CoTerm also automatically creates an approval request in Datadog Case Management:

An approval request in Datadog Case Management.

In this scenario, kubectl delete will only run after it’s been approved by a coworker. Approvals can also be linked to incidents—command approval is a great way to lessen risk during high-stakes, time-sensitive incident remediation.

Record, browse, and replay terminal output in Datadog

CoTerm automatically records terminal output when a command is intercepted. In the previous examples, the full terminal session is browsable and replayable in Datadog. You can quickly and easily search through recordings to answer questions like, “Who ran this command in production recently?“

You can rest assured that terminal recordings won’t contain any PII or other sensitive information because CoTerm redacts sensitive data, such as keys and passwords, before sending the recordings to Datadog.

Recordings can also be useful for knowledge sharing with coworkers. Simply run ddcoterm and CoTerm will record your interactive shell session, which you or others can then watch in Datadog:

You can watch a terminal session recording in Datadog.

How CoTerm works

CoTerm shims commands by using the PATH environment variable. For example, let’s say you want to shim a dangerous command named foo. You would run ddcoterm shim create foo, which does the following:

  1. Creates a lightweight script for launching CoTerm at ~/.ddcoterm/overrides/foo.
  2. Adjusts PATH in your shell configuration so that ~/.ddcoterm/overrides/foo takes priority over the usual foo executable if necessary.

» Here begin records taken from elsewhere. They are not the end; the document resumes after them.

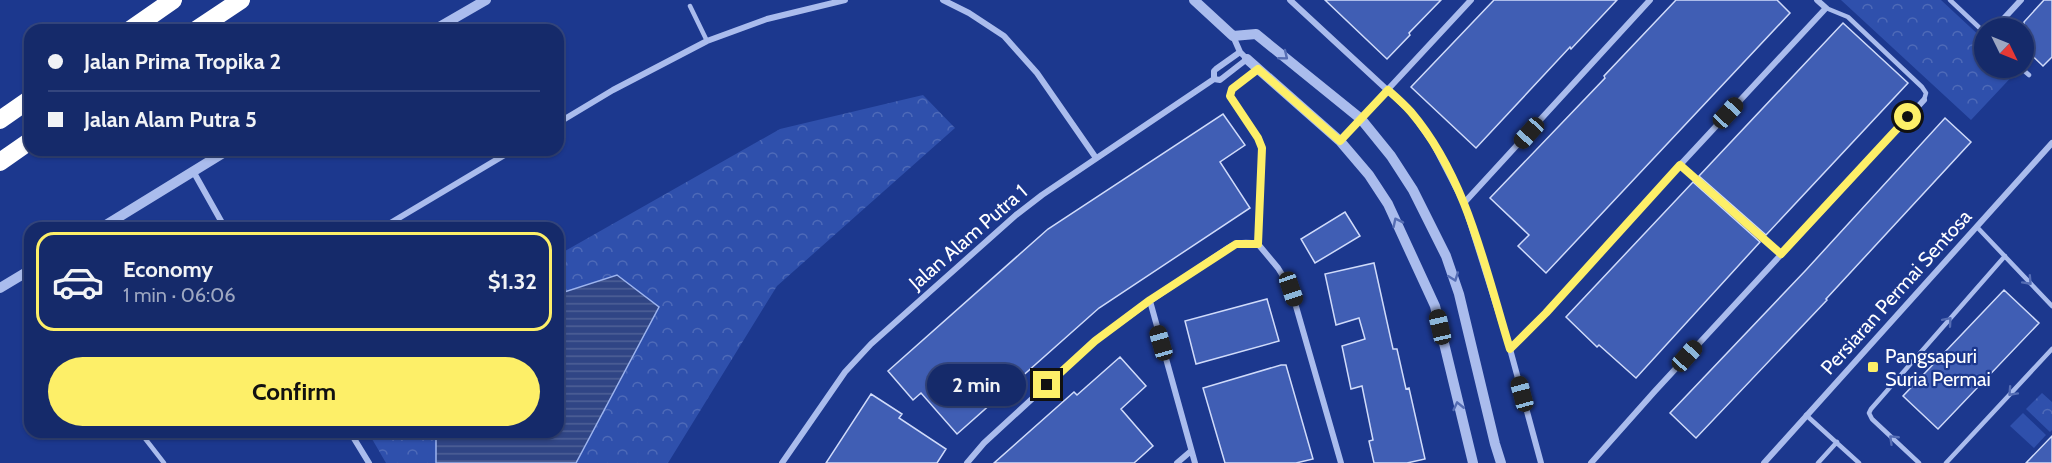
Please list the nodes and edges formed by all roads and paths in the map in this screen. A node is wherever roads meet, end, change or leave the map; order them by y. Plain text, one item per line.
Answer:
1 (151, 0) edge
2 (173, 0) edge
3 (241, 0) edge
4 (486, 0) edge
5 (845, 0) edge
6 (943, 0) edge
7 (1194, 0) edge
8 (1290, 0) edge
9 (1470, 0) edge
10 (1650, 0) edge
11 (1817, 0) edge
12 (1950, 0) edge
13 (2021, 0) edge
14 (690, 6) dead end
15 (1826, 8) junction
16 (2004, 18) edge
17 (1974, 23) edge
18 (130, 24) edge
19 (139, 24) edge
20 (205, 24) edge
21 (444, 24) edge
22 (1233, 36) junction
23 (707, 41) junction
24 (1244, 56) junction
25 (1258, 69) junction
26 (1214, 79) junction
27 (1388, 90) junction
28 (1924, 100) joint
29 (24, 103) edge
30 (564, 119) edge
31 (1361, 119) junction
32 (0, 120) edge
33 (1340, 141) junction
34 (2052, 143) edge
35 (24, 145) edge
36 (218, 156) edge
37 (503, 156) edge
38 (1096, 158) junction
39 (0, 162) edge
40 (1680, 165) junction
41 (193, 170) junction
42 (1464, 203) junction
43 (111, 222) edge
44 (222, 222) edge
45 (392, 222) edge
46 (1977, 227) junction
47 (1258, 244) junction
48 (1781, 254) junction
49 (2005, 256) junction
50 (24, 274) edge
51 (0, 288) edge
52 (1150, 300) junction
53 (2052, 306) edge
54 (1510, 349) junction
55 (2052, 349) edge
56 (1806, 415) junction
57 (145, 438) edge
58 (354, 438) edge
59 (1837, 442) junction
60 (1191, 451) junction
61 (164, 463) edge
62 (369, 463) edge
63 (782, 463) edge
64 (967, 463) edge
65 (1178, 463) edge
66 (1195, 463) edge
67 (1341, 463) edge
68 (1473, 463) edge
69 (1501, 463) edge
70 (1541, 463) edge
71 (1591, 463) edge
72 (1764, 463) edge
73 (1818, 463) edge
74 (1859, 463) edge
75 (1919, 463) edge
76 (1946, 463) edge

1 - 18 highway
2 - 19 highway
3 - 20 highway
4 - 21 street
5 - 23 street
6 - 38 street
7 - 22 street
8 - 27 street
9 - 27 street
10 - 42 street
11 - 15 street
12 - 17 lane
13 - 16 street
14 - 23 lane
15 - 28 lane
15 - 40 street
22 - 24 street
22 -> 31 street
23 - 30 street
24 - 25 street
24 - 26 street
24 - 26 street
25 - 33 street
25 - 47 street
26 - 38 street, Jalan Alam Putra 1
27 - 31 street
27 - 42 street
28 - 48 street
29 - 32 highway
31 - 33 street
31 -> 69 street
68 -> 33 street
34 - 46 street, Persiaran Permai Sentosa
35 - 39 highway
36 - 41 street
37 - 45 street
38 - 63 street, Jalan Alam Putra 1
40 - 48 lane
40 - 54 street
41 - 43 street
41 - 44 street
42 - 54 street
46 - 49 lane
46 - 56 street, Persiaran Permai Sentosa
47 - 52 street
47 - 67 street
48 - 71 street
49 -> 53 lane
75 -> 49 lane
50 - 51 street
52 - 60 street
52 - 64 street
54 - 70 street
55 -> 76 lane
56 - 59 lane
56 - 72 street, Persiaran Permai Sentosa
57 - 61 lane
58 - 62 street
59 - 73 lane
59 - 74 lane
60 - 65 street
60 - 66 street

The next time you run foo, it will launch CoTerm, which quickly evaluates any user-defined rules for foo, generates warnings and approval requests if necessary, and then runs foo as usual.

CoTerm rules are Lua snippets embedded in CoTerm’s YAML configuration file, like this:

- command: "foo"

rules:

- rule: has_arg("bar")

actions: ["approval", "record", "logs", "process_info"]

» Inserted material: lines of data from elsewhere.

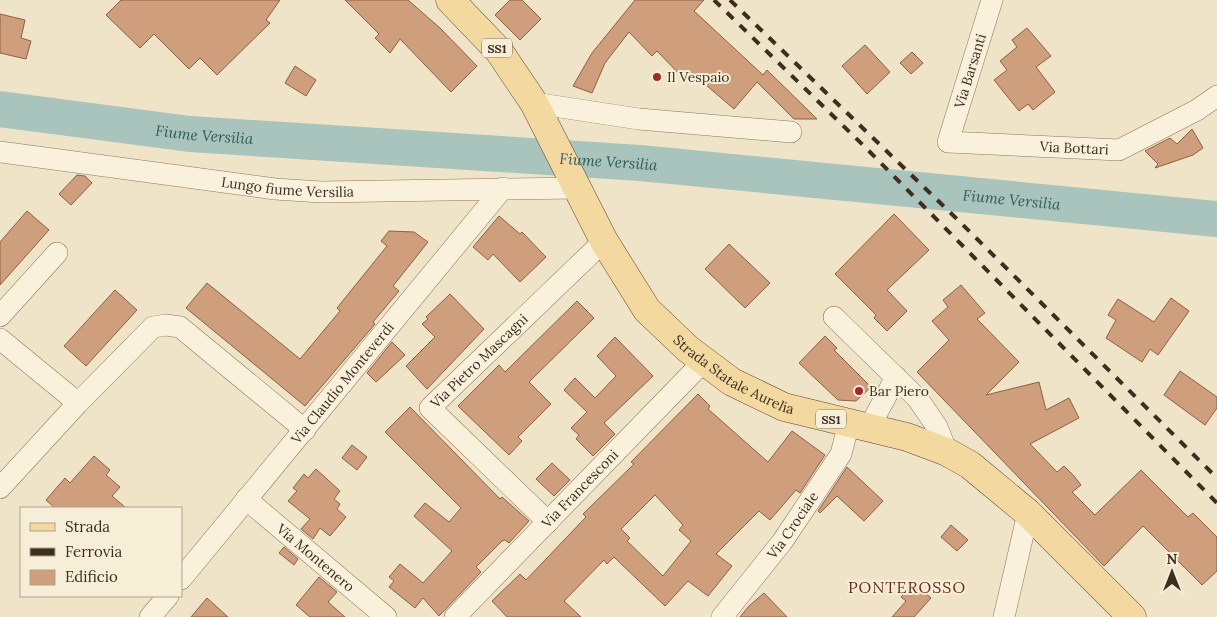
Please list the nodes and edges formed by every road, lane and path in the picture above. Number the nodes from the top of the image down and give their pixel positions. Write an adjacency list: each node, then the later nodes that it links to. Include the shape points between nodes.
1 (450, 0): 4 (main road, Strada Statale Aurelia / SS1, via 500,51)
2 (992, 0): 6 (street, Via Barsanti)
3 (1217, 96): 6 (street, Via Bottari, via 1198,110 1119,150)
4 (534, 103): 5 (street, via 639,119); 8 (main road, Strada Statale Aurelia / SS1)
5 (791, 132)
6 (948, 142)
7 (0, 152): 9 (street, Lungo fiume Versilia, via 275,189 321,192)
8 (574, 183): 9 (street, Lungo fiume Versilia); 10 (main road, Strada Statale Aurelia / SS1)
9 (503, 188): 19 (street, Via Claudio Monteverdi)
10 (604, 241): 15 (main road, Strada Statale Aurelia / SS1, via 647,310); 24 (street, Via Pietro Mascagni, via 430,408)
11 (57, 253): 12 (street)
12 (0, 316)
13 (834, 317): 16 (street)
14 (0, 340): 17 (street)
15 (704, 361): 18 (main road, Strada Statale Aurelia / SS1, via 732,382 784,407); 24 (street, Via Francesconi)
16 (896, 377): 18 (street, Via Crociale); 20 (street, via 928,413)
17 (78, 403): 19 (street, via 143,335 153,327 166,325 180,328); 21 (street)
18 (859, 425): 20 (main road, Strada Statale Aurelia / SS1, via 907,437); 30 (street, Via Crociale, via 782,542)
19 (305, 430): 22 (street, Via Claudio Monteverdi)
20 (947, 452): 23 (main road, Strada Statale Aurelia / SS1, via 970,464)
21 (0, 488)
22 (246, 499): 25 (street, Via Claudio Monteverdi); 28 (street, Via Montenero)
23 (1028, 513): 31 (street); 32 (main road, Strada Statale Aurelia / SS1)
24 (548, 522): 29 (street, Via Francesconi)
25 (182, 578)
26 (167, 597): 27 (street)
27 (150, 617)
28 (386, 617)
29 (455, 617)
30 (722, 617)
31 (1004, 617)
32 (1132, 617)

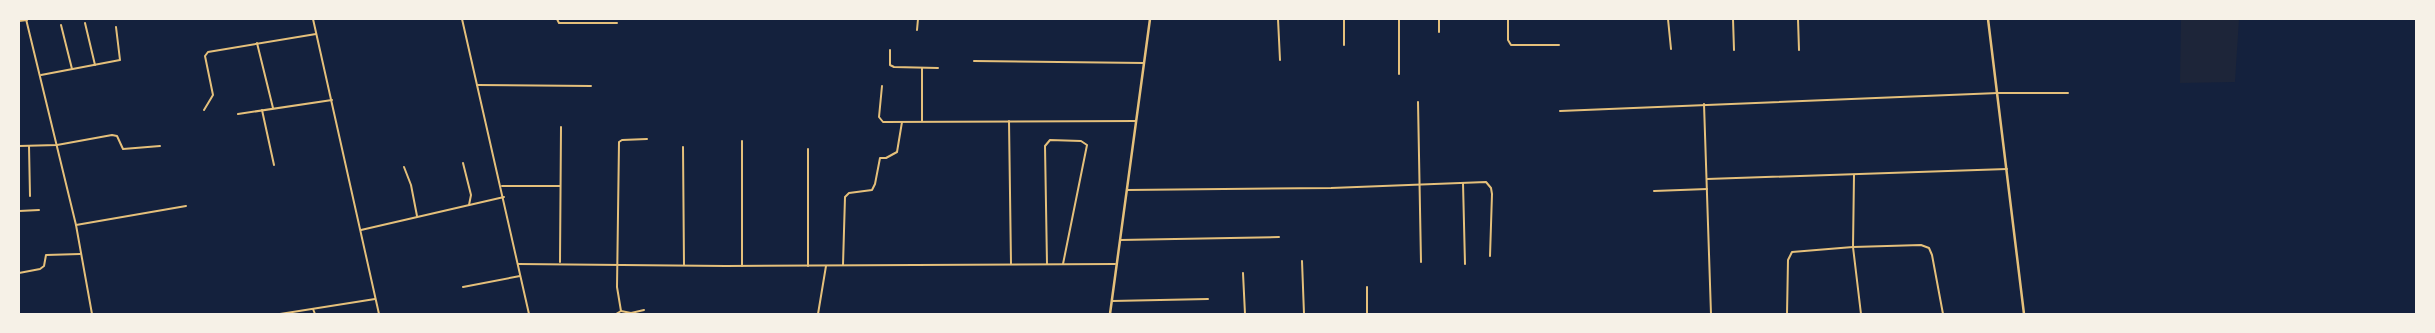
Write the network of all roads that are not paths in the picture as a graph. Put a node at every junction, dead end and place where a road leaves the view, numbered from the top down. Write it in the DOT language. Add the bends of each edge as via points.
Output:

This rule tells CoTerm, “If foo is intercepted with a bar argument, require approval and record it.” This would apply to someone running foo bar but not foo baz.

Shimming commands is fast, and we aim for it to be unnoticeable. If the Lua rules for a command determine that an approval and a recording aren’t necessary, CoTerm can get out of the way in single-digit milliseconds.

Try CoTerm today

CoTerm is available in Preview today. For details about installation, see our CoTerm docs. To get started even faster, follow these steps:

  1. Run brew install coterm on macOS or our install script on Linux.
  2. Run ddcoterm init to log in, create some default rules, and shim kubectl.
  3. Try running ddcoterm to record an interactive session, or kubectl test-coterm to test shimming and approvals.